Depression, stress and body fat are associated with binge eating in a community sample of African American and Hispanic women

Heather J Adamus-Leach, Penny L Wilson, Daniel P O'Connor, Paula C Rhode, Scherezade K Mama, Rebecca E Lee, Heather J Adamus-Leach, Penny L Wilson, Daniel P O'Connor, Paula C Rhode, Scherezade K Mama, Rebecca E Lee

Abstract

Objective: The purpose of this study was to examine the relationships among depressive symptoms, stress and severity of binge eating symptoms in a community sample of African American and Hispanic or Latina women.

Method: Women (African American, n = 127; Hispanic or Latina, n = 44) completed measures of body composition, stress, depression, and binge eating.

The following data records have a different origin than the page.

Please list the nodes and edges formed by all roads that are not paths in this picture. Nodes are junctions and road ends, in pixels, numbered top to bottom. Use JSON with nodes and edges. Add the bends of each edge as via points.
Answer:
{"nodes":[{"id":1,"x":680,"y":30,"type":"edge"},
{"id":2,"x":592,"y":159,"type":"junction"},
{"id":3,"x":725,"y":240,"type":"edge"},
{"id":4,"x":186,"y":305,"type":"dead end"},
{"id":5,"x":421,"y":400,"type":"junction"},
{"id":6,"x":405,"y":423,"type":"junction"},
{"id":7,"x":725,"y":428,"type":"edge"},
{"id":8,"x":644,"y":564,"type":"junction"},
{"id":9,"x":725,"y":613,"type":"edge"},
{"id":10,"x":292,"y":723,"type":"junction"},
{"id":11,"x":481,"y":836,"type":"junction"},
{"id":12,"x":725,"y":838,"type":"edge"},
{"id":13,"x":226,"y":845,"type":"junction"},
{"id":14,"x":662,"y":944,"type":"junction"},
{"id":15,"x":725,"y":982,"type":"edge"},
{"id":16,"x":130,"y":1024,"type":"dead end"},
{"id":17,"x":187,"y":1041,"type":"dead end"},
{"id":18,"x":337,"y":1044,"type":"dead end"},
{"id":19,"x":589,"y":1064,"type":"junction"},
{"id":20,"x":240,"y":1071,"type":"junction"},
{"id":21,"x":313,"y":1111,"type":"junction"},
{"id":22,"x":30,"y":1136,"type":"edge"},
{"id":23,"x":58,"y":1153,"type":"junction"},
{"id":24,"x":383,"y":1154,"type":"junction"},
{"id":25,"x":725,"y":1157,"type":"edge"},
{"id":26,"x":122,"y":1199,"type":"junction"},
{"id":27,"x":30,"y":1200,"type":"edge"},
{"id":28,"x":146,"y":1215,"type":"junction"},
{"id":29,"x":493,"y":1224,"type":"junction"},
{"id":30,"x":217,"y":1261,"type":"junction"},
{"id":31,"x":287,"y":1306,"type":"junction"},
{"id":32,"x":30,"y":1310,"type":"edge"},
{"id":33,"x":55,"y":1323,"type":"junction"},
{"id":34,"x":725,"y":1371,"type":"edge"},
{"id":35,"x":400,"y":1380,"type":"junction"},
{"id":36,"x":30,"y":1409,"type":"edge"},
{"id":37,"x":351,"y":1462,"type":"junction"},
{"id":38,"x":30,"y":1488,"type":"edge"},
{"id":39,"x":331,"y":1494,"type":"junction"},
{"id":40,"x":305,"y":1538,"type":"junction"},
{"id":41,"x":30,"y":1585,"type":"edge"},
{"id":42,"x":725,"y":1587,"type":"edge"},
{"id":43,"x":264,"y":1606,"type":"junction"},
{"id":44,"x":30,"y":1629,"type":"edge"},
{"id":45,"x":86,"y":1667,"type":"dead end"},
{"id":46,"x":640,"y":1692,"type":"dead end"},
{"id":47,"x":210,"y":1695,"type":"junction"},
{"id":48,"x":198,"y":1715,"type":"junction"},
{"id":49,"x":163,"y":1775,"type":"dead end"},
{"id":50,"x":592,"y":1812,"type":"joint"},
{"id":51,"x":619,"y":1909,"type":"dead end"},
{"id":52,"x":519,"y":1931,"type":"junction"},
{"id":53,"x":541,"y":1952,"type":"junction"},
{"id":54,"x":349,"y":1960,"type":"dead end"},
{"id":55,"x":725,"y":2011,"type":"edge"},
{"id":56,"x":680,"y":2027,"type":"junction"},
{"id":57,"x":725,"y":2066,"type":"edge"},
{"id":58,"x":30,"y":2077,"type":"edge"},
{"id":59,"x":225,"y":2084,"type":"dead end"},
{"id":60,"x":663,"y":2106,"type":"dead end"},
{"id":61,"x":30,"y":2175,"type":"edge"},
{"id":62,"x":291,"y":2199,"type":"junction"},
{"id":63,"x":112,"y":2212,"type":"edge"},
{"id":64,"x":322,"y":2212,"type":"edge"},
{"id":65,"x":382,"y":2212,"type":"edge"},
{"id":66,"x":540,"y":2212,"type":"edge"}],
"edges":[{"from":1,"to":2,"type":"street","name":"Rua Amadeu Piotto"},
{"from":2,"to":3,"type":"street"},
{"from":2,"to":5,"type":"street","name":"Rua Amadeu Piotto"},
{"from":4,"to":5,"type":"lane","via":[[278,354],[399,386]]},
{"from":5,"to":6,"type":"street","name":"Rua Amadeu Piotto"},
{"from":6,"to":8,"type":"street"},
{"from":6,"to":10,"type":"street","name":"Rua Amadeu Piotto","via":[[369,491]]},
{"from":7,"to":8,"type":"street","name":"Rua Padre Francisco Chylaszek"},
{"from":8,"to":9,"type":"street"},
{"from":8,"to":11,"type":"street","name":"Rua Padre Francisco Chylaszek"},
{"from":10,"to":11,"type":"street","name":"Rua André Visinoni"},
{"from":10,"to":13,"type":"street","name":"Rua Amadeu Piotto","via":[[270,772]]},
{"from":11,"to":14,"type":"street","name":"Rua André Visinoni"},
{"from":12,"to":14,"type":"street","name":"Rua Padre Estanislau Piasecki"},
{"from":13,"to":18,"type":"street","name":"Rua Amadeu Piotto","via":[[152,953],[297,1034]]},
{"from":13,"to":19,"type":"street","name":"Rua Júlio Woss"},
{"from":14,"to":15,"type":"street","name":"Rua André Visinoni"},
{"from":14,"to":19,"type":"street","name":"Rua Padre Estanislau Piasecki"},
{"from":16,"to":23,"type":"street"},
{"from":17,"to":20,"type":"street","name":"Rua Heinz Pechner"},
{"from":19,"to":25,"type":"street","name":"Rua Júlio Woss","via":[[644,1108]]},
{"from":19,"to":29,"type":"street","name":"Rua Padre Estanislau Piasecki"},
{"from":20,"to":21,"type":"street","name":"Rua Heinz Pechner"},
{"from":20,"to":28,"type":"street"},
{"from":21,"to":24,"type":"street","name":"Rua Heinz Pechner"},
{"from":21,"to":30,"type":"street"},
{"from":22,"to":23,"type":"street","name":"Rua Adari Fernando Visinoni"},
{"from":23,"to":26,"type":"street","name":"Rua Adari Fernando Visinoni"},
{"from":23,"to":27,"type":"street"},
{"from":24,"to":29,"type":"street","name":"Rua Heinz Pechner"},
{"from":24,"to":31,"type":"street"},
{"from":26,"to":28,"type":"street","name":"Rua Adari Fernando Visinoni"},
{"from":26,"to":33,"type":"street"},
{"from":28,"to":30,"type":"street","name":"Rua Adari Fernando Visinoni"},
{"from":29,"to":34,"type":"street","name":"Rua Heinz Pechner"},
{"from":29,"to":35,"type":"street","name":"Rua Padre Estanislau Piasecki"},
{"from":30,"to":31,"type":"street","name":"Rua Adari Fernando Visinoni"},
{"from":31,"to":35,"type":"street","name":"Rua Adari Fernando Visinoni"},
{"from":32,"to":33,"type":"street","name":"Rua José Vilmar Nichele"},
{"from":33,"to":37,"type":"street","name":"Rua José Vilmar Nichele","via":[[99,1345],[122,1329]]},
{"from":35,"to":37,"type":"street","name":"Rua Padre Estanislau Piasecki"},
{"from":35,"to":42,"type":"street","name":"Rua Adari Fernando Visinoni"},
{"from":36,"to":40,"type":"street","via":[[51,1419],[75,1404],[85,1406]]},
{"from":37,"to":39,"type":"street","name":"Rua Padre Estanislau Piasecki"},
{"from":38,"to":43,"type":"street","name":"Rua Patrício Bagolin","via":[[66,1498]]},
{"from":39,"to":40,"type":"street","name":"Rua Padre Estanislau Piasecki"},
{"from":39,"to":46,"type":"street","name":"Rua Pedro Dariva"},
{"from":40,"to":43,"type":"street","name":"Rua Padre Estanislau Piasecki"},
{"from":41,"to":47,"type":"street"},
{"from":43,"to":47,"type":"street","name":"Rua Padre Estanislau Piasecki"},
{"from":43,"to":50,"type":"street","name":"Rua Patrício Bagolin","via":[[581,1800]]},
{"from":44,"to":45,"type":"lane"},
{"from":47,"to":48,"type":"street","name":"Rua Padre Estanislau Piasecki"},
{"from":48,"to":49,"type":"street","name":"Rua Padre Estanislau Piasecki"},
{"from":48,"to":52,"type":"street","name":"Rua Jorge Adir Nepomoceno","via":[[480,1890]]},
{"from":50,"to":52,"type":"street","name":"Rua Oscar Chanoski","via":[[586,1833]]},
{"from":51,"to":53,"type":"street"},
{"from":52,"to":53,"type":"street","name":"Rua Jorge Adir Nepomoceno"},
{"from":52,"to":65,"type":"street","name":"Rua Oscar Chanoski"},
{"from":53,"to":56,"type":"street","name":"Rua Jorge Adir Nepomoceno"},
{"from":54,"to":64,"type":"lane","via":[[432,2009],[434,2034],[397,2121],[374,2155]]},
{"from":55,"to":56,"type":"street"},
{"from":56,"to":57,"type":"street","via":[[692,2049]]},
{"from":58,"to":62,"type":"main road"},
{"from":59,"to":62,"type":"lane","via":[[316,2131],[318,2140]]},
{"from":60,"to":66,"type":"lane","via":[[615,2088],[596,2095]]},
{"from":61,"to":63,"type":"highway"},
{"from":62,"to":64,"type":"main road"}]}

Results: Scores on a depressive symptom scale indicated that 24.0 % of participants exhibited clinically significant levels of depressive symptoms. Mean binge eating scores were below the threshold for clinically diagnosed binge eating (12.99 ± 7.90). Mean stressful event scores were 25.86 ± 14.26 and the average stress impact score was 78.36 ± 55.43. Linear regression models found that body composition, stress impact score, and being classified as having clinically significant levels of depression were associated with severity of binge eating symptoms.

Conclusion: Higher levels of percent body fat, a CES-D score ≥16 and higher WSI-Impact scores were associated with greater severity of binge eating symptoms.

Conflict of interest statement

Conflict of interest The authors declare that they have no conflict of interest.